BEGIN Data provided

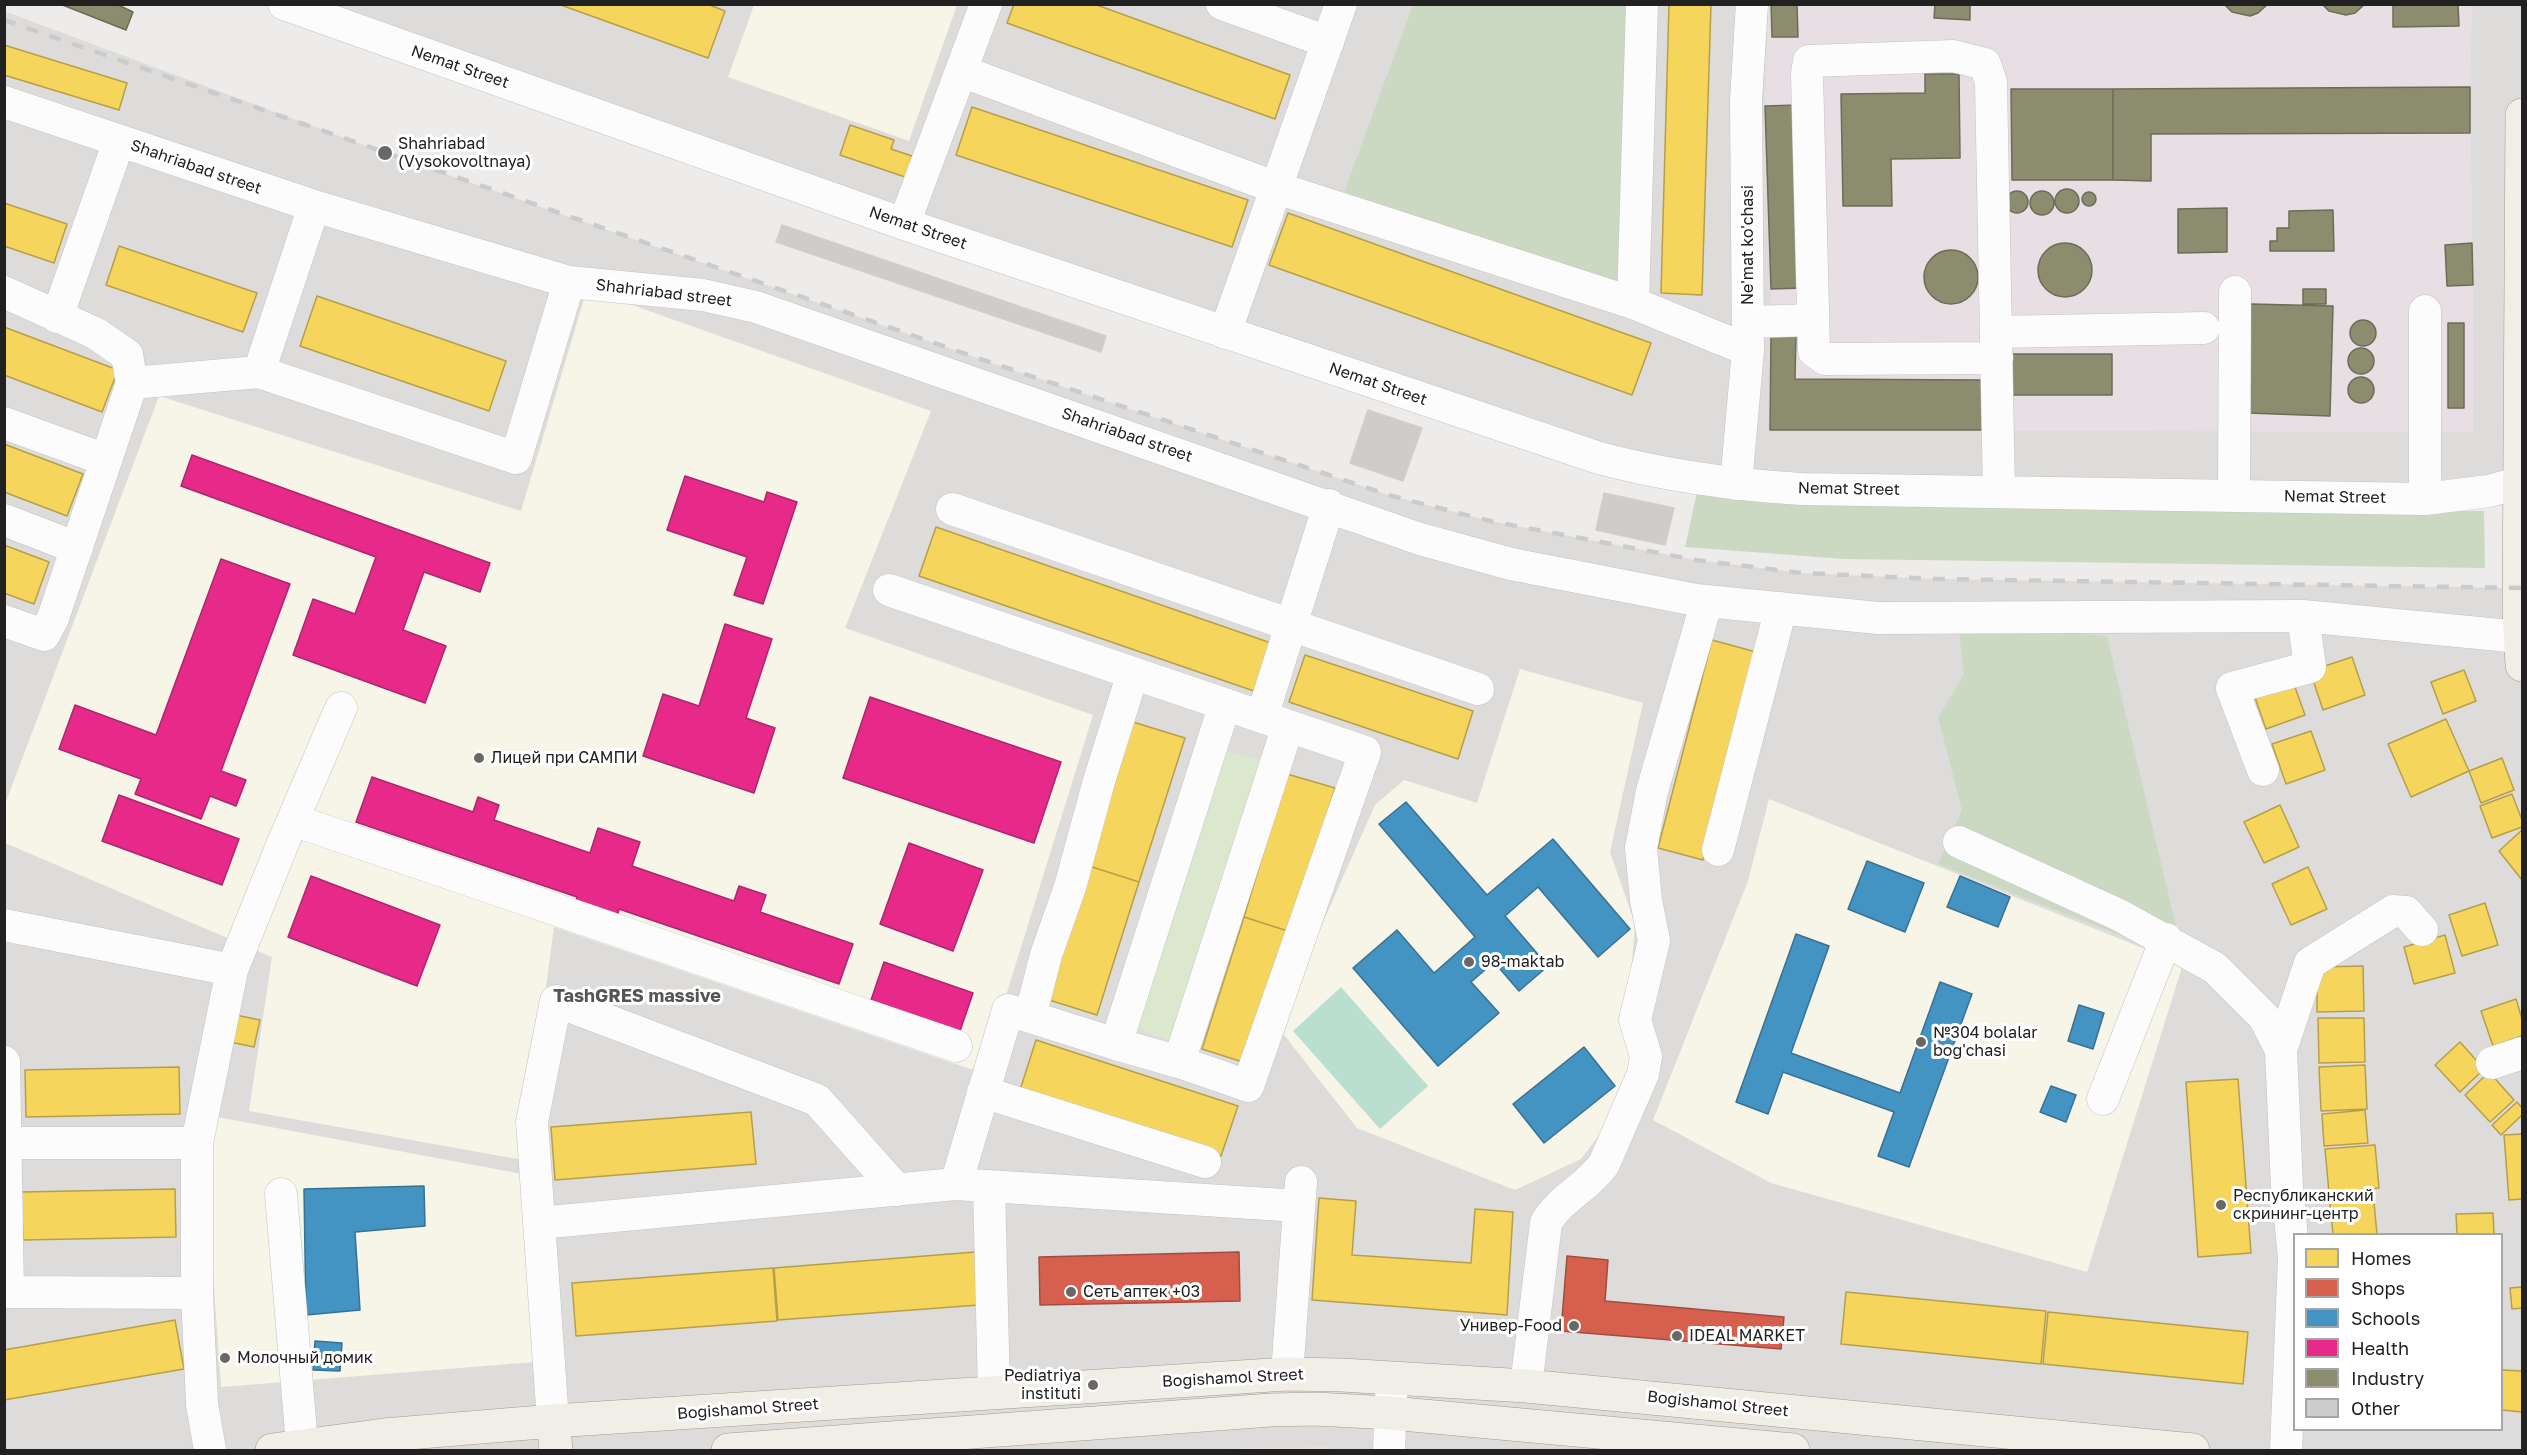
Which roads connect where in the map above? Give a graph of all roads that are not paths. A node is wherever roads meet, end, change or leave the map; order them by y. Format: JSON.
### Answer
{"nodes":[{"id":1,"x":284,"y":4,"type":"edge"},
{"id":2,"x":986,"y":4,"type":"edge"},
{"id":3,"x":1222,"y":4,"type":"edge"},
{"id":4,"x":1341,"y":4,"type":"edge"},
{"id":5,"x":1642,"y":4,"type":"edge"},
{"id":6,"x":1752,"y":4,"type":"edge"},
{"id":7,"x":1328,"y":42,"type":"junction"},
{"id":8,"x":961,"y":71,"type":"junction"},
{"id":9,"x":4,"y":102,"type":"edge"},
{"id":10,"x":2523,"y":115,"type":"edge"},
{"id":11,"x":119,"y":141,"type":"junction"},
{"id":12,"x":1277,"y":188,"type":"junction"},
{"id":13,"x":314,"y":206,"type":"junction"},
{"id":14,"x":2522,"y":211,"type":"edge"},
{"id":15,"x":904,"y":224,"type":"junction"},
{"id":16,"x":569,"y":282,"type":"junction"},
{"id":17,"x":4,"y":292,"type":"edge"},
{"id":18,"x":2235,"y":292,"type":"dead end"},
{"id":19,"x":1633,"y":303,"type":"junction"},
{"id":20,"x":2425,"y":311,"type":"dead end"},
{"id":21,"x":57,"y":317,"type":"junction"},
{"id":22,"x":1814,"y":320,"type":"junction"},
{"id":23,"x":2204,"y":328,"type":"dead end"},
{"id":24,"x":1226,"y":333,"type":"junction"},
{"id":25,"x":1748,"y":336,"type":"junction"},
{"id":26,"x":1996,"y":345,"type":"junction"},
{"id":27,"x":258,"y":372,"type":"junction"},
{"id":28,"x":132,"y":383,"type":"junction"},
{"id":29,"x":4,"y":423,"type":"edge"},
{"id":30,"x":106,"y":460,"type":"junction"},
{"id":31,"x":2521,"y":482,"type":"edge"},
{"id":32,"x":1736,"y":484,"type":"junction"},
{"id":33,"x":1999,"y":492,"type":"junction"},
{"id":34,"x":2234,"y":496,"type":"junction"},
{"id":35,"x":2425,"y":499,"type":"junction"},
{"id":36,"x":1329,"y":505,"type":"junction"},
{"id":37,"x":952,"y":509,"type":"dead end"},
{"id":38,"x":4,"y":520,"type":"edge"},
{"id":39,"x":77,"y":548,"type":"junction"},
{"id":40,"x":890,"y":590,"type":"dead end"},
{"id":41,"x":1707,"y":601,"type":"junction"},
{"id":42,"x":1781,"y":608,"type":"junction"},
{"id":43,"x":2303,"y":616,"type":"junction"},
{"id":44,"x":4,"y":621,"type":"edge"},
{"id":45,"x":2521,"y":651,"type":"edge"},
{"id":46,"x":1133,"y":673,"type":"junction"},
{"id":47,"x":1478,"y":689,"type":"dead end"},
{"id":48,"x":1225,"y":704,"type":"junction"},
{"id":49,"x":341,"y":708,"type":"dead end"},
{"id":50,"x":1275,"y":722,"type":"junction"},
{"id":51,"x":2263,"y":770,"type":"dead end"},
{"id":52,"x":293,"y":820,"type":"junction"},
{"id":53,"x":1959,"y":842,"type":"dead end"},
{"id":54,"x":1718,"y":850,"type":"dead end"},
{"id":55,"x":4,"y":925,"type":"edge"},
{"id":56,"x":2422,"y":930,"type":"dead end"},
{"id":57,"x":2166,"y":939,"type":"junction"},
{"id":58,"x":232,"y":970,"type":"junction"},
{"id":59,"x":1030,"y":1017,"type":"junction"},
{"id":60,"x":1116,"y":1044,"type":"junction"},
{"id":61,"x":956,"y":1046,"type":"dead end"},
{"id":62,"x":2281,"y":1050,"type":"junction"},
{"id":63,"x":2523,"y":1053,"type":"edge"},
{"id":64,"x":4,"y":1062,"type":"edge"},
{"id":65,"x":1179,"y":1062,"type":"junction"},
{"id":66,"x":2492,"y":1063,"type":"dead end"},
{"id":67,"x":983,"y":1092,"type":"junction"},
{"id":68,"x":2103,"y":1100,"type":"dead end"},
{"id":69,"x":6,"y":1142,"type":"edge"},
{"id":70,"x":197,"y":1143,"type":"junction"},
{"id":71,"x":1205,"y":1162,"type":"dead end"},
{"id":72,"x":6,"y":1175,"type":"edge"},
{"id":73,"x":956,"y":1184,"type":"junction"},
{"id":74,"x":989,"y":1186,"type":"junction"},
{"id":75,"x":897,"y":1190,"type":"junction"},
{"id":76,"x":281,"y":1194,"type":"dead end"},
{"id":77,"x":539,"y":1223,"type":"junction"},
{"id":78,"x":2293,"y":1246,"type":"edge"},
{"id":79,"x":2293,"y":1282,"type":"edge"},
{"id":80,"x":6,"y":1292,"type":"edge"},
{"id":81,"x":197,"y":1293,"type":"junction"},
{"id":82,"x":1287,"y":1374,"type":"junction"},
{"id":83,"x":1392,"y":1378,"type":"junction"},
{"id":84,"x":1526,"y":1386,"type":"junction"},
{"id":85,"x":994,"y":1393,"type":"junction"},
{"id":86,"x":1391,"y":1413,"type":"junction"},
{"id":87,"x":554,"y":1436,"type":"edge"},
{"id":88,"x":1940,"y":1438,"type":"edge"},
{"id":89,"x":2066,"y":1444,"type":"edge"},
{"id":90,"x":287,"y":1448,"type":"edge"},
{"id":91,"x":1754,"y":1449,"type":"edge"},
{"id":92,"x":210,"y":1450,"type":"edge"},
{"id":93,"x":750,"y":1450,"type":"edge"},
{"id":94,"x":1389,"y":1450,"type":"edge"},
{"id":95,"x":1793,"y":1450,"type":"edge"},
{"id":96,"x":2193,"y":1450,"type":"edge"},
{"id":97,"x":2286,"y":1450,"type":"edge"}],
"edges":[{"from":1,"to":15,"type":"street","name":"Nemat Street"},
{"from":2,"to":8,"type":"street"},
{"from":3,"to":7,"type":"street"},
{"from":4,"to":7,"type":"street"},
{"from":5,"to":19,"type":"street"},
{"from":6,"to":25,"type":"street","name":"Ne'mat ko'chasi"},
{"from":7,"to":12,"type":"street"},
{"from":8,"to":12,"type":"street"},
{"from":8,"to":15,"type":"street"},
{"from":9,"to":11,"type":"street","name":"Shahriabad street"},
{"from":10,"to":14,"type":"main road"},
{"from":11,"to":13,"type":"street","name":"Shahriabad street"},
{"from":11,"to":21,"type":"street"},
{"from":12,"to":19,"type":"street"},
{"from":12,"to":24,"type":"street"},
{"from":13,"to":16,"type":"street","name":"Shahriabad street"},
{"from":13,"to":27,"type":"street"},
{"from":14,"to":31,"type":"main road"},
{"from":15,"to":24,"type":"street","name":"Nemat Street"},
{"from":16,"to":27,"type":"street"},
{"from":16,"to":36,"type":"street","name":"Shahriabad street"},
{"from":17,"to":21,"type":"street"},
{"from":18,"to":34,"type":"street"},
{"from":19,"to":25,"type":"street"},
{"from":20,"to":35,"type":"street"},
{"from":21,"to":28,"type":"street"},
{"from":22,"to":25,"type":"street"},
{"from":22,"to":26,"type":"street"},
{"from":22,"to":26,"type":"street"},
{"from":23,"to":26,"type":"street"},
{"from":24,"to":32,"type":"street","name":"Nemat Street"},
{"from":25,"to":32,"type":"street","name":"Ne'mat ko'chasi"},
{"from":26,"to":33,"type":"street"},
{"from":27,"to":28,"type":"street"},
{"from":28,"to":30,"type":"street"},
{"from":29,"to":30,"type":"street"},
{"from":30,"to":39,"type":"street"},
{"from":31,"to":35,"type":"street","name":"Nemat Street"},
{"from":31,"to":45,"type":"main road"},
{"from":32,"to":33,"type":"street","name":"Nemat Street"},
{"from":33,"to":34,"type":"street","name":"Nemat Street"},
{"from":34,"to":35,"type":"street","name":"Nemat Street"},
{"from":36,"to":41,"type":"street","name":"Shahriabad street"},
{"from":36,"to":50,"type":"street"},
{"from":37,"to":47,"type":"street"},
{"from":38,"to":39,"type":"street"},
{"from":39,"to":44,"type":"street"},
{"from":40,"to":46,"type":"street"},
{"from":41,"to":42,"type":"street","name":"Shahriabad street"},
{"from":41,"to":84,"type":"street"},
{"from":42,"to":43,"type":"street","name":"Shahriabad street"},
{"from":42,"to":54,"type":"street"},
{"from":43,"to":45,"type":"street","name":"Shahriabad street"},
{"from":43,"to":51,"type":"street"},
{"from":46,"to":48,"type":"street"},
{"from":46,"to":59,"type":"street"},
{"from":48,"to":50,"type":"street"},
{"from":48,"to":60,"type":"street"},
{"from":49,"to":52,"type":"street"},
{"from":50,"to":65,"type":"street"},
{"from":50,"to":65,"type":"street"},
{"from":52,"to":58,"type":"street"},
{"from":52,"to":61,"type":"street"},
{"from":53,"to":57,"type":"street"},
{"from":55,"to":58,"type":"street"},
{"from":56,"to":62,"type":"street"},
{"from":57,"to":62,"type":"street"},
{"from":57,"to":68,"type":"street"},
{"from":58,"to":70,"type":"street"},
{"from":59,"to":60,"type":"street"},
{"from":59,"to":67,"type":"street"},
{"from":60,"to":65,"type":"street"},
{"from":62,"to":78,"type":"street"},
{"from":63,"to":66,"type":"street"},
{"from":64,"to":69,"type":"street"},
{"from":67,"to":71,"type":"street"},
{"from":67,"to":73,"type":"street"},
{"from":69,"to":70,"type":"street"},
{"from":69,"to":72,"type":"street"},
{"from":70,"to":81,"type":"street"},
{"from":72,"to":80,"type":"street"},
{"from":73,"to":74,"type":"street"},
{"from":73,"to":75,"type":"street"},
{"from":74,"to":82,"type":"street"},
{"from":74,"to":85,"type":"street"},
{"from":75,"to":77,"type":"street"},
{"from":75,"to":77,"type":"street"},
{"from":76,"to":90,"type":"street"},
{"from":77,"to":87,"type":"street"},
{"from":79,"to":97,"type":"street"},
{"from":80,"to":81,"type":"street"},
{"from":81,"to":92,"type":"street"},
{"from":82,"to":83,"type":"main road","name":"Bogishamol Street"},
{"from":82,"to":85,"type":"main road","name":"Bogishamol Street"},
{"from":83,"to":84,"type":"main road","name":"Bogishamol Street"},
{"from":83,"to":86,"type":"street"},
{"from":84,"to":88,"type":"main road","name":"Bogishamol Street"},
{"from":85,"to":87,"type":"main road","name":"Bogishamol Street"},
{"from":86,"to":91,"type":"main road","name":"Bogishamol Street"},
{"from":86,"to":93,"type":"main road","name":"Bogishamol Street"},
{"from":86,"to":94,"type":"street"},
{"from":87,"to":90,"type":"main road","name":"Bogishamol Street"},
{"from":88,"to":89,"type":"main road","name":"Bogishamol Street"},
{"from":89,"to":96,"type":"main road","name":"Bogishamol Street"},
{"from":91,"to":95,"type":"main road","name":"Bogishamol Street"}]}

END Data provided

List all lines from the entries that include the word "Bogishamol".

- _Reply_
{"from":82,"to":83,"type":"main road","name":"Bogishamol Street"},
{"from":82,"to":85,"type":"main road","name":"Bogishamol Street"},
{"from":83,"to":84,"type":"main road","name":"Bogishamol Street"},
{"from":84,"to":88,"type":"main road","name":"Bogishamol Street"},
{"from":85,"to":87,"type":"main road","name":"Bogishamol Street"},
{"from":86,"to":91,"type":"main road","name":"Bogishamol Street"},
{"from":86,"to":93,"type":"main road","name":"Bogishamol Street"},
{"from":87,"to":90,"type":"main road","name":"Bogishamol Street"},
{"from":88,"to":89,"type":"main road","name":"Bogishamol Street"},
{"from":89,"to":96,"type":"main road","name":"Bogishamol Street"},
{"from":91,"to":95,"type":"main road","name":"Bogishamol Street"}]}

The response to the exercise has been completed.